Another of the men imprisoned after a Queenstown kidnapping incident is out of jail after a sentence reduction, his lawyer says.

Invercargill lawyer Fiona Guy-Kidd, acting for Queenstowner Michael Coulter, said he was freed immediately on Wednesday after a successful appeal.

The Court of Appeal in Auckland quashed Coulter's conviction for aggravated wounding and substituted it with a lesser conviction for wounding with intent.

''Coulter's sentence was reduced from three years to one year, nine months, resulting in his immediate release,'' Ms Guy-Kidd said.

Brodie O'Rourke - also previously convicted of aggravated wounding in relation to the drug-related kidnapping - had his conviction quashed, too.

He was instead convicted of wounding with intent and his sentence was reduced from three years, six months to two years and three months.

O'Rourke, who remains in prison, was denied parole during a first hearing last month.

Coulter and O'Rourke were among a group of seven arrested after November, 2011, incident.

Various court sittings have heard how a group of three women and four men were present when Jason Scott Maynard was attacked at the Crown Range intersection and at one point had a meat cleaver held to his throat.

A beaten Maynard was then bundled into a car and later dumped at the side of the road in Arrowtown.

The incident stemmed from an alleged drug deal gone wrong, in which the court heard Maynard had earlier sold flour and sugar to one of the seven, who thought it was powdered ecstasy.

Last year, Jonathan Charles Burke also had his sentence reduced.

Burke originally received two years and three months' prison for intending to commit theft by violent means and rendering Maynard incapable of resistance.

A judge cut it to four months' home detention on appeal, after it was argued the original sentence failed to reflect Burke's lesser involvement.

Last December, Charlotte Amelia Spencer Dickson had aggravated wounding and kidnapping charges against her dropped, later saying she had not known the men involved beforehand and was ''in the wrong place at the wrong time''.
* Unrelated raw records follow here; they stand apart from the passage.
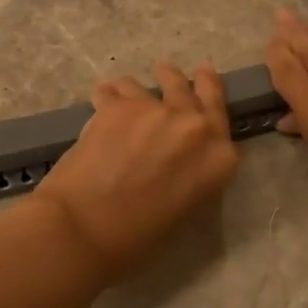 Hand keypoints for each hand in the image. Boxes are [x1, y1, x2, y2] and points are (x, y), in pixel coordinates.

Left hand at [35, 62, 239, 277]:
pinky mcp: (119, 105)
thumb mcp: (185, 207)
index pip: (221, 119)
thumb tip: (179, 158)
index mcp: (219, 158)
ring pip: (152, 86)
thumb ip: (192, 173)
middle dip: (185, 80)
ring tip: (130, 88)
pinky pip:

Co-accused Brooke Sylvia Carpenter was also discharged.

Queenstown man Daniel John Kissel was sentenced in May, last year, to eight months' home detention and 300 hours' community work for wounding with intent.

Rachel Faul, of Queenstown, has already been discharged on an aggravated wounding charge, but still faces charges of kidnapping, reckless driving and - in a separate alleged incident - offering to supply class B drug ecstasy.